If the game rule section is short, the bestiary is relatively long. It’s about 23 pages of creative monster statistics. Nearly every iconic creature from your favorite myths and legends is found in this section, from basilisks and cockatrices to wendigo and yeti. There is no shortage of creatures you can encounter and each brings its own unique special abilities to change the way a conflict with that creature might work.
During their stay at Camp Myth, campers will attempt to earn as many merit badges as they can. Not only do these merit badges encourage storytelling–after all, you have to go an an dventure to collect and earn them–they also grant characters little in-game bonuses. For example, Banshee Debating gives you a bonus to resist attacks from loud noises.
Players are given space on their character sheet to doodle and design their own merit badges, giving each one its own fun characteristics and personal touch.
The book is rounded out with a collection of several sample adventures. Beginning with Phoenix Watching, an adventure based on the first book in Chris Lewis carter’s Camp Myth series, players will get to collect a phoenix feather and bring it back as proof to earn a merit badge. Other adventures include The Ballad of Becky Banshee, a ghost story of sorts, and The Talent Show.

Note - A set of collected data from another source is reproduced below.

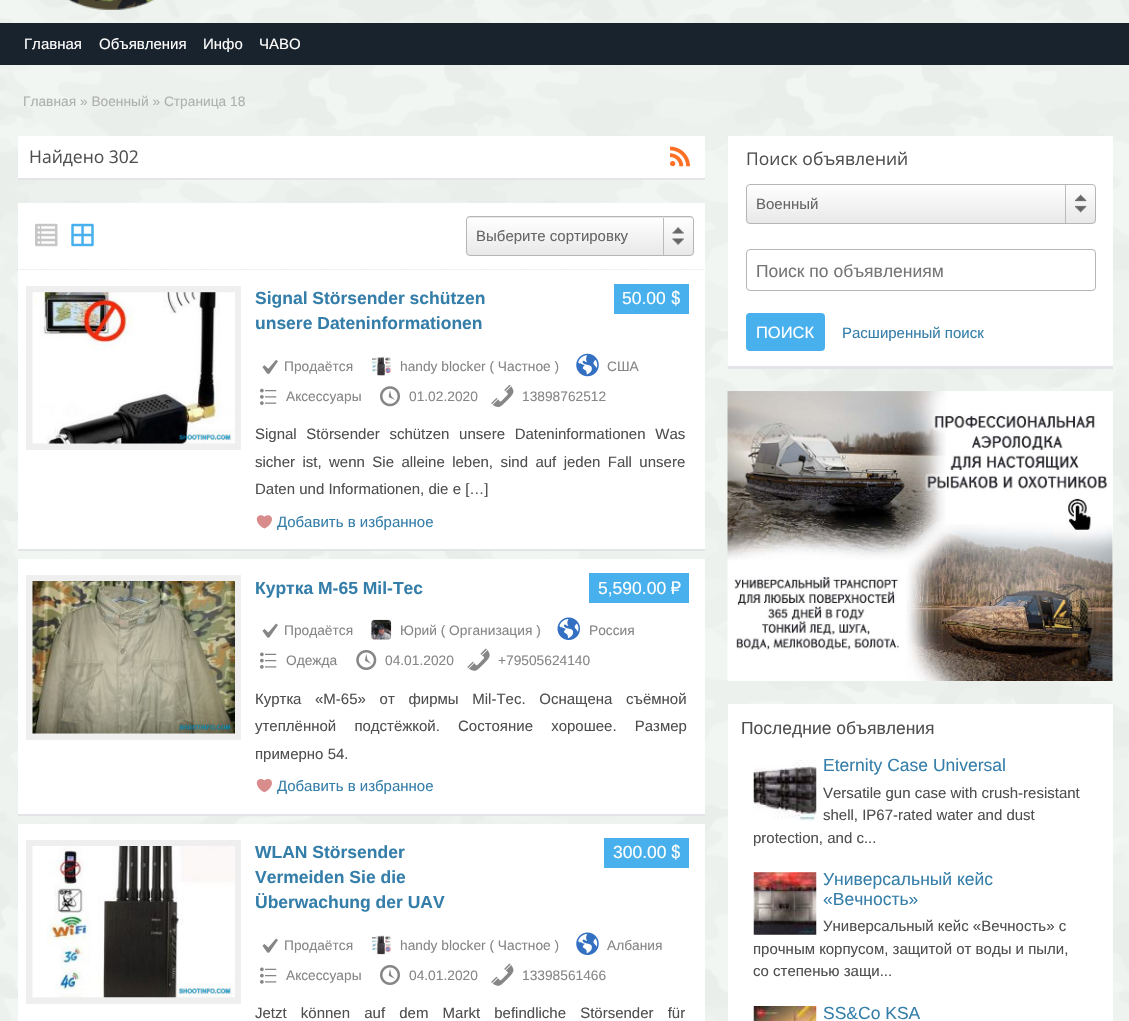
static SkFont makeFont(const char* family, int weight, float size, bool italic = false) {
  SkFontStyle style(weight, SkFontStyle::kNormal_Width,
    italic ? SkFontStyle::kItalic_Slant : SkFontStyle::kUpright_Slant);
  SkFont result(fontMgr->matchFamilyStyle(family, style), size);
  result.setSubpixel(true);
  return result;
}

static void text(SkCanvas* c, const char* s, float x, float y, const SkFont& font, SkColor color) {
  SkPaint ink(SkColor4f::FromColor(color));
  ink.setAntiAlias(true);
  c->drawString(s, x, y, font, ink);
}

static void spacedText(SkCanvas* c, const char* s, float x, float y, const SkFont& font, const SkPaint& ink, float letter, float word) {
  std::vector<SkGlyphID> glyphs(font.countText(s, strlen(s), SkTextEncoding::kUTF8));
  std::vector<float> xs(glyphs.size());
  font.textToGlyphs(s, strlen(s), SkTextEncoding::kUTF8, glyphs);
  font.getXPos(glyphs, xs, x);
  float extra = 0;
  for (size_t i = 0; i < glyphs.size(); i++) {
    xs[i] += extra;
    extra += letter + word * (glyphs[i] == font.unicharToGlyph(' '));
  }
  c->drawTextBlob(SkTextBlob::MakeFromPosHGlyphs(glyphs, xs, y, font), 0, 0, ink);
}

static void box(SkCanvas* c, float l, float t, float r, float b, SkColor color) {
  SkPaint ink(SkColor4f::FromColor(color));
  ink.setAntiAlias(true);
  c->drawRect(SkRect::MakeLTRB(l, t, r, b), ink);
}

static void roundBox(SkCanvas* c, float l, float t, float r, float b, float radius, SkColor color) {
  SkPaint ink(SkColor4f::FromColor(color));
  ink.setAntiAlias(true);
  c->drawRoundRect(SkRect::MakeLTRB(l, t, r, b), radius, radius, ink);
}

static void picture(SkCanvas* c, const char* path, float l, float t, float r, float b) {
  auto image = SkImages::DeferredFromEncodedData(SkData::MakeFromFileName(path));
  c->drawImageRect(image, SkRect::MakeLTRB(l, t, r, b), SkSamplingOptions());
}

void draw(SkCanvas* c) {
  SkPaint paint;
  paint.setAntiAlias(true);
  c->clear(0xfff3f8f4);
  picture(c, "img_01.png", 0, 0, 1129, 1021);
  picture(c, "img_02.png", 68, 0, 154, 10);
  box(c, 0, 23, 1129, 65, 0xff19232d);
  SkFont face1 = makeFont("Liberation Sans", 400, 15);
  text(c, "Главная", 24, 49, face1, 0xffffffff);
  text(c, "Объявления", 99, 49, face1, 0xffffffff);
  text(c, "Инфо", 203, 49, face1, 0xffffffff);
  text(c, "ЧАВО", 259, 49, face1, 0xffffffff);
  SkFont face2 = makeFont("Liberation Sans", 400, 13.75f);
  text(c, "Главная » Военный » Страница 18", 23, 106, face2, 0xffafafaf);
  box(c, 18, 178, 705, 180, 0xffe3e4e7);
  box(c, 18, 136, 705, 178, 0xffffffff);
  SkFont face3 = makeFont("Open Sans", 400, 17.5f);
  text(c, "Найдено 302", 29, 163, face3, 0xff4f4f4f);
  picture(c, "img_03.png", 670, 146, 690, 167);
  box(c, 18, 269, 705, 270, 0xffffffff);
  paint.setStyle(SkPaint::kStroke_Style);
  paint.setStrokeWidth(1.2f);
  paint.setColor(0xffe6e6e6);
  paint.setPathEffect(SkDashPathEffect::Make({{1.25f, 1.25f}}, 0));
  c->drawPath(SkPathBuilder().moveTo(17.5f, 269.5f).lineTo(705, 269.5f).detach(), paint);
  paint.setPathEffect(nullptr);
  box(c, 18, 203, 705, 269, 0xffffffff);
  picture(c, "img_04.png", 35, 223, 58, 247);
  picture(c, "img_05.png", 71, 223, 94, 247);
  c->save();
  c->clipPath(SkPathBuilder().moveTo(470, 216).lineTo(690, 216).cubicTo(692, 216, 694, 218, 694, 220).lineTo(694, 252).cubicTo(694, 254, 692, 256, 690, 256).lineTo(470, 256).cubicTo(468, 256, 466, 254, 466, 252).lineTo(466, 220).cubicTo(466, 218, 468, 216, 470, 216).close().detach(), true);
  paint.setStyle(SkPaint::kFill_Style);
  {
    const SkColor colors[] = {0xffffffff, 0xffe8e8e8};
    const float stops[] = {0, 1};
    const SkPoint ends[] = {{580, 180}, {580, 218}};
    paint.setShader(SkGradientShader::MakeLinear(ends, colors, stops, 2, SkTileMode::kClamp));
    paint.setAlpha(255);
  }
  c->drawRect(SkRect::MakeLTRB(466, 216, 694, 218), paint);
  {
    const SkColor colors[] = {0xffffffff, 0xffe8e8e8};
    const float stops[] = {0, 1};
    const SkPoint ends[] = {{580, 218}, {580, 255}};
    paint.setShader(SkGradientShader::MakeLinear(ends, colors, stops, 2, SkTileMode::kClamp));
    paint.setAlpha(255);
  }
  c->drawRect(SkRect::MakeLTRB(466, 218, 694, 255), paint);
  c->restore();
  paint.setStyle(SkPaint::kStroke_Style);
  paint.setStrokeWidth(1);
  paint.setShader(nullptr);
  paint.setColor(0xffb5b5b5);
  c->drawRoundRect(SkRect::MakeLTRB(466.5f, 216.5f, 693.5f, 255.5f), 3.5f, 3.5f, paint);
  text(c, "Выберите сортировку", 476, 241, face1, 0xff666666);
  picture(c, "img_06.png", 672, 227, 684, 245);
  box(c, 663, 218, 664, 255, 0xffbbbbbb);
  box(c, 18, 549, 705, 551, 0xffe3e4e7);
  box(c, 18, 270, 705, 549, 0xffffffff);
  box(c, 26, 286, 241, 450, 0xffefefef);
  picture(c, "img_07.png", 32, 292, 235, 444);
  SkFont face4 = makeFont("Liberation Sans", 700, 17.5f);
  text(c, "Signal Störsender schützen", 255, 304, face4, 0xff347ea9);
  text(c, "unsere Dateninformationen", 255, 329, face4, 0xff347ea9);
  box(c, 614, 284, 689, 314, 0xff47b0ed);
  SkFont face5 = makeFont("Liberation Sans", 400, 17.5f);
  text(c, "50.00", 622, 304, face5, 0xffffffff);
  SkFont face6 = makeFont("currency", 400, 17.5f);
  text(c, "$", 671, 304, face6, 0xffffffff);
  picture(c, "img_08.png", 262, 360, 278, 374);
  text(c, "Продаётся", 284, 371, face2, 0xff868686);
  picture(c, "img_09.png", 371, 356, 391, 376);
  text(c, "handy blocker ( Частное )", 400, 371, face2, 0xff868686);
  picture(c, "img_10.png", 576, 353, 599, 377);
  text(c, "США", 607, 371, face2, 0xff868686);
  picture(c, "img_11.png", 260, 388, 277, 405);
  text(c, "Аксессуары", 286, 401, face2, 0xff868686);
  picture(c, "img_12.png", 380, 386, 400, 407);
  text(c, "01.02.2020", 409, 401, face2, 0xff868686);
  picture(c, "img_13.png", 491, 384, 514, 407);
  text(c, "13898762512", 522, 401, face2, 0xff868686);
  paint.setStyle(SkPaint::kFill_Style);
  paint.setColor(0xff4f4f4f);
  spacedText(c, "Signal Störsender schützen unsere Dateninformationen Was", 255, 439, face1, paint, 0, 5.5f);
  spacedText(c, "sicher ist, wenn Sie alleine leben, sind auf jeden Fall unsere", 255, 467, face1, paint, 0, 3.25f);
  text(c, "Daten und Informationen, die e […]", 255, 494, face1, 0xff4f4f4f);
  picture(c, "img_14.png", 256, 515, 272, 529);
  text(c, "Добавить в избранное", 277, 527, face1, 0xff347ea9);
  box(c, 18, 814, 705, 816, 0xffe3e4e7);
  box(c, 18, 559, 705, 814, 0xffffffff);
  box(c, 26, 575, 241, 740, 0xffefefef);
  picture(c, "img_15.png", 32, 581, 235, 734);
  text(c, "Куртка М-65 Mil-Tec", 255, 594, face4, 0xff347ea9);
  box(c, 589, 573, 689, 603, 0xff47b0ed);
  text(c, "5,590.00", 598, 594, face5, 0xffffffff);
  text(c, "₽", 671, 594, face6, 0xffffffff);
  picture(c, "img_16.png", 262, 623, 278, 638);
  text(c, "Продаётся", 284, 635, face2, 0xff868686);
  picture(c, "img_17.png", 371, 619, 392, 640);
  text(c, "Юрий ( Организация )", 400, 635, face2, 0xff868686);
  picture(c, "img_18.png", 557, 617, 580, 640);
  text(c, "Россия", 589, 635, face2, 0xff868686);
  picture(c, "img_19.png", 260, 652, 277, 669);
  text(c, "Одежда", 286, 665, face2, 0xff868686);
  picture(c, "img_20.png", 356, 650, 377, 670);
  text(c, "04.01.2020", 385, 665, face2, 0xff868686);
  picture(c, "img_21.png", 467, 648, 490, 671);
  text(c, "+79505624140", 498, 665, face2, 0xff868686);
  spacedText(c, "Куртка «М-65» от фирмы Mil-Tec. Оснащена съёмной", 255, 704, face1, paint, 0, 9.5f);
  spacedText(c, "утеплённой подстёжкой. Состояние хорошее. Размер", 255, 731, face1, paint, 0, 14);
  text(c, "примерно 54.", 255, 759, face1, 0xff4f4f4f);
  picture(c, "img_22.png", 256, 779, 272, 793);
  text(c, "Добавить в избранное", 277, 791, face1, 0xff347ea9);
  box(c, 18, 824, 705, 1021, 0xffffffff);
  box(c, 26, 840, 241, 1004, 0xffefefef);
  picture(c, "img_23.png", 32, 846, 235, 998);
  text(c, "WLAN Störsender", 255, 858, face4, 0xff347ea9);
  text(c, "Vermeiden Sie die", 255, 883, face4, 0xff347ea9);
  text(c, "Überwachung der UAV", 255, 908, face4, 0xff347ea9);
  box(c, 604, 838, 689, 868, 0xff47b0ed);
  text(c, "300.00", 613, 858, face5, 0xffffffff);
  text(c, "$", 671, 858, face6, 0xffffffff);
  picture(c, "img_16.png", 262, 938, 278, 953);
  text(c, "Продаётся", 284, 950, face2, 0xff868686);
  picture(c, "img_24.png", 371, 935, 391, 955);
  text(c, "handy blocker ( Частное )", 400, 950, face2, 0xff868686);
  picture(c, "img_25.png", 576, 932, 599, 955);
  text(c, "Албания", 607, 950, face2, 0xff868686);
  picture(c, "img_19.png", 260, 967, 277, 984);
  text(c, "Аксессуары", 286, 980, face2, 0xff868686);
  picture(c, "img_26.png", 380, 965, 400, 985);
  text(c, "04.01.2020", 409, 980, face2, 0xff868686);
  picture(c, "img_27.png", 491, 963, 514, 986);
  text(c, "13398561466", 522, 980, face2, 0xff868686);
  spacedText(c, "Jetzt können auf dem Markt befindliche Störsender für", 255, 1018, face1, paint, 0, 10);
  paint.setColor(0xffe3e4e7);
  c->drawPath(SkPathBuilder().moveTo(728, 366).lineTo(728, 369).lineTo(1113, 369).lineTo(1113, 139).lineTo(1112, 139).lineTo(1112, 366).close().detach(), paint);
  box(c, 728, 136, 1113, 366, 0xffffffff);
  text(c, "Поиск объявлений", 746, 165, face3, 0xff4f4f4f);
  c->save();
  c->clipPath(SkPathBuilder().moveTo(750, 184).lineTo(1092, 184).cubicTo(1094, 184, 1096, 186, 1096, 188).lineTo(1096, 220).cubicTo(1096, 222, 1094, 224, 1092, 224).lineTo(750, 224).cubicTo(748, 224, 746, 222, 746, 220).lineTo(746, 188).cubicTo(746, 186, 748, 184, 750, 184).close().detach(), true);
  {
    const SkColor colors[] = {0xffffffff, 0xffe8e8e8};
    const float stops[] = {0, 1};
    const SkPoint ends[] = {{921, 185}, {921, 223}};
    paint.setShader(SkGradientShader::MakeLinear(ends, colors, stops, 2, SkTileMode::kClamp));
    paint.setAlpha(255);
  }
  c->drawRect(SkRect::MakeLTRB(746, 185, 1096, 223), paint);
  c->restore();
  paint.setStyle(SkPaint::kStroke_Style);
  paint.setShader(nullptr);
  paint.setColor(0xffb5b5b5);
  c->drawRoundRect(SkRect::MakeLTRB(746.5f, 184.5f, 1095.5f, 223.5f), 3.5f, 3.5f, paint);
  text(c, "Военный", 756, 209, face1, 0xff666666);
  picture(c, "img_28.png", 1075, 194, 1087, 213);
  box(c, 1065, 185, 1066, 223, 0xffbbbbbb);
  c->drawRoundRect(SkRect::MakeLTRB(746.5f, 249.5f, 1095.5f, 290.5f), 3.5f, 3.5f, paint);
  text(c, "Поиск по объявлениям", 756, 277, face5, 0xff757575);
  roundBox(c, 746, 313, 825, 351, 4, 0xff47b0ed);
  SkFont face7 = makeFont("Liberation Sans", 400, 16.5f);
  text(c, "ПОИСК", 756, 338, face7, 0xffffffff);
  text(c, "Расширенный поиск", 842, 338, face1, 0xff347ea9);
  paint.setStyle(SkPaint::kFill_Style);
  paint.setColor(0xffe3e4e7);
  c->drawPath(SkPathBuilder().moveTo(728, 679).lineTo(728, 681).lineTo(1113, 681).lineTo(1113, 394).lineTo(1112, 394).lineTo(1112, 679).close().detach(), paint);
  box(c, 1112, 391, 1113, 679, 0xffffffff);
  picture(c, "img_29.png", 727, 391, 1113, 681);
  box(c, 728, 704, 1113, 1021, 0xffffffff);
  text(c, "Последние объявления", 741, 734, face5, 0xff4f4f4f);
  picture(c, "img_30.png", 753, 760, 817, 821);
  text(c, "Eternity Case Universal", 823, 771, face5, 0xff347ea9);
  text(c, "Versatile gun case with crush-resistant", 823, 798, face1, 0xff4f4f4f);
  text(c, "shell, IP67-rated water and dust", 823, 820, face1, 0xff4f4f4f);
  text(c, "protection, and c...", 753, 843, face1, 0xff4f4f4f);
  picture(c, "img_31.png", 753, 872, 817, 935);
  text(c, "Универсальный кейс", 823, 885, face5, 0xff347ea9);
  text(c, "«Вечность»", 823, 905, face5, 0xff347ea9);
  text(c, "Универсальный кейс «Вечность» с", 823, 931, face1, 0xff4f4f4f);
  text(c, "прочным корпусом, защитой от воды и пыли,", 753, 954, face1, 0xff4f4f4f);
  text(c, "со степенью защи...", 753, 976, face1, 0xff4f4f4f);
  picture(c, "img_32.png", 753, 1006, 817, 1021);
  text(c, "SS&Co KSA", 823, 1019, face5, 0xff347ea9);
}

Camp Myth is a great game with simple rules suitable for children of most ages. That being said, there are a few concerns in regards to accessibility.
Dice Pool: Dice pools can grow very large and players may be throwing up to a dozen dice at a time, though more likely around 6 or 8. Not only can this be difficult to manage if you have problems with fine manipulation, it can be difficult to spot the results if you have visual issues.
That being said, it isn’t difficult for someone else at the table to lend a hand, and this game is all about building teamwork skills.
Math: Most of the math in Camp Myth is simple: count the number of dice you have, total your number of successes by subtracting Black from White dice. You don’t need strong math skills to determine whether or not you’ve earned a success; most of the time, you simply have to note whether or not your dice is a 4, 5, or 6. This means the game can be boiled down to very basic addition and subtraction, which is great for younger audiences.
PDF Bookmarks: Though the index and table of context are not hyperlinked, the PDF does contain bookmarks. The short book should be easy to navigate on most devices.
PDF Tagging: I had zero difficulty reading the PDF with a screen reader. The book’s layout is simple and clean and didn’t stump my screen reading software at all.
Camp Myth: the RPG is another spectacular product from Third Eye Games. It’s perfectly suited to children but also fun for adults. The book is absolutely dripping with flavor, character, and humor and it is a joy to read through.
If you’re looking for a game to play with your kids but you don’t think Mermaid Adventures will suit their fancy, consider Camp Myth. It’s lighthearted, simple, and offers plenty of character choices for all players.